Den Kompetenzbegriff verstehen

Der Kompetenzbegriff, der in den 90er Jahren heftig diskutiert wurde, hat schliesslich den Weg in die Schule gefunden (Ferrari & Baumgartner, 2021, S. 149), wie die zuvor kurz skizzierte, unmissverständliche gemeinsame Ausrichtung der Lehrpläne zeigt. Aus ethischer Sicht vermittelt dieser Begriff die Vorstellung, dass jedes Individuum erziehbar und zu Fortschritten fähig ist" (Meirieu, 2005, S. 19).

Die Verwendung des Kompetenzbegriffs in der Bildung und Erziehung von SuS ist von Natur aus ambivalent, wie die zahlreichen Definitionen des Begriffs im Wörterbuch belegen und hat sich schliesslich auf weitgehend anerkannte Merkmale vereinheitlicht.

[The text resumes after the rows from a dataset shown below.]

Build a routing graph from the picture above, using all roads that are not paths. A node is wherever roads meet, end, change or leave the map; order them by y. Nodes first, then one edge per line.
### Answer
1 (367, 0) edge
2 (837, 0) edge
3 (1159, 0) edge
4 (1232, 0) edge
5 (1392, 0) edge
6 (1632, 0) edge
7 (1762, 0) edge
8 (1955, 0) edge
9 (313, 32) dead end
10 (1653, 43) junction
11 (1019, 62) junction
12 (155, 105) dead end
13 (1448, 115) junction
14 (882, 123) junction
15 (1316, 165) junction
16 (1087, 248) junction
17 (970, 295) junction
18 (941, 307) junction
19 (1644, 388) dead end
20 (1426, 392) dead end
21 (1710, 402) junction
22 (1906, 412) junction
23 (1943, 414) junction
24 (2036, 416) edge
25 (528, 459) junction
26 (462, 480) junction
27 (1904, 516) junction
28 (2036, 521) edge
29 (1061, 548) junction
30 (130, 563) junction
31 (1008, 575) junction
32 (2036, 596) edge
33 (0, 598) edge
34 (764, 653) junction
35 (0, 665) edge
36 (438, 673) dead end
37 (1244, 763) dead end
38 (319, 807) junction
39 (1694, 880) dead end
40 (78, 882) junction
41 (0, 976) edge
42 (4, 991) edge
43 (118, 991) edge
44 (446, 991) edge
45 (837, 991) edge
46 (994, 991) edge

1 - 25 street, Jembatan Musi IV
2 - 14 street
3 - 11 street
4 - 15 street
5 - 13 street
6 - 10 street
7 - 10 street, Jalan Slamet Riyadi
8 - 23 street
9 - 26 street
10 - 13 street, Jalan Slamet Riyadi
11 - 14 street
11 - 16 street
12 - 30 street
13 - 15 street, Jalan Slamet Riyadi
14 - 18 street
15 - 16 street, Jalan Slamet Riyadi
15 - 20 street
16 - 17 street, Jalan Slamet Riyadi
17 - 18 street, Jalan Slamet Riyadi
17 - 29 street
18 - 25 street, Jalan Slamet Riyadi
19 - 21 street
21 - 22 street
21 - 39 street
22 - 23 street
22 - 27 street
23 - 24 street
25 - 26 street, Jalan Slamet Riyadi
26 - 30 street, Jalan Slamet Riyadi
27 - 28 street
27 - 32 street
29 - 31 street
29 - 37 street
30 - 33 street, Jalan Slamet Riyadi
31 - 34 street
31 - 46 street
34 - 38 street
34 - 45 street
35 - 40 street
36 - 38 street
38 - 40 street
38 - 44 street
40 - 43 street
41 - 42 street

Ubaldi (2005) fasst die Elemente der Kompetenz wie folgt zusammen: jede Handlung, die zweckgebunden (unter Berücksichtigung bestimmter Einschränkungen), effektiv (Wirkung erzielend), beobachtbar und beurteilbar ist, durch Lernen erworben wurde und in ähnlichen Situationen wiederholt werden kann (S. 66). Darüber hinaus betonen zahlreiche Autorinnen und Autoren, darunter Gottsmann und Delignières (2016), die Notwendigkeit, Ressourcen unterschiedlicher Art zu mobilisieren, um kompetent zu handeln.

Die Ressourcen, von denen hier die Rede ist, sind unterschiedlicher Art. Der Einfachheit halber werden sie häufig in drei Dimensionen unterteilt: Wissen (Kenntnisse), Können (Fähigkeiten und Fertigkeiten) und Wollen (Einstellungen und Haltungen). Auch die damit verbundenen motivationalen, volitionalen und sozialen Bereitschaften und Fähigkeiten sollen als Dimensionen der Kompetenz beigezogen werden (Ferrari & Baumgartner, 2021, S. 149).

Im Bewegungs- und Sportunterricht führt der notwendige Körpereinsatz in den Lernsituationen dazu, dass die SuS Ressourcen im Zusammenhang mit der Motorik aufbauen und nutzen:

  • Motorische Basiskompetenzen (Herrmann, 2018): sich in verschiedenen Umgebungen bewegen (laufen, springen, balancieren, usw.) oder etwas bewegen (Ball, Reifen, Springseil, usw.),
  • Eine gezielte sportorientierte Motorik, welche aus technischen Fertigkeiten besteht - allgemeiner als soziale Referenzpraktiken bezeichnet (Martinand, 1989) -, wie etwa ein hohes Zuspiel beim Volleyball, eine Rolle am Boden, das Überwinden von Hürden oder auch das Kraul-Schwimmen.

Ein kompetenzorientierter Unterricht beruht auf mehrere allgemein anerkannten Eckpfeiler (Meirieu, 2005; Delignières & Garsault, 2004; Feindt & Meyer 2010; Molinari, Catillaz & Grossrieder, 2019) und soll:

  • die SuS in eine authentische und aktivierende Lernsituation bringen.
  • eine Herausforderung, eine Problemsituation definieren, die SuS einen entscheidenden Fortschritt in Richtung angestrebter Kompetenz ermöglicht.
  • nötige Ressourcen mobilisieren, die zusammen mit den bereits verfügbaren Ressourcen zu einem Fortschritt verhelfen.
  • offene Aufgaben anbieten, die es den SuS ermöglichen, selbstständig zu handeln und Entscheidungen zu treffen.
  • die kognitive Aktivierung der SuS während und am Ende des Lernprozesses fördern (reflexives Vorgehen, Metakognition).
  • die Aktivität der SuS während des gesamten Lernprozesses formativ begleiten, um ihnen zu helfen, sich der erzielten Fortschritte bewusst zu werden und die nächsten Schritte zu visualisieren und zu initiieren.

Eine Schülerin oder ein Schüler handelt im Bewegungs- und Sportunterricht kompetent, wenn sie oder er:

  • sich motorisch und sozial in allen in der Aufgabe vorgesehenen Rollen engagiert;
  • ihre oder seine Ressourcen mobilisiert, um selbstständig zu handeln, oder übt, um sie zu erwerben;
  • ihre oder seine Meinung, Beobachtungen und Lösungen versteht und sich darüber mit anderen austauscht;
  • regelmässige Fortschritte macht und schliesslich die angestrebte Kompetenz(-stufe) erreicht.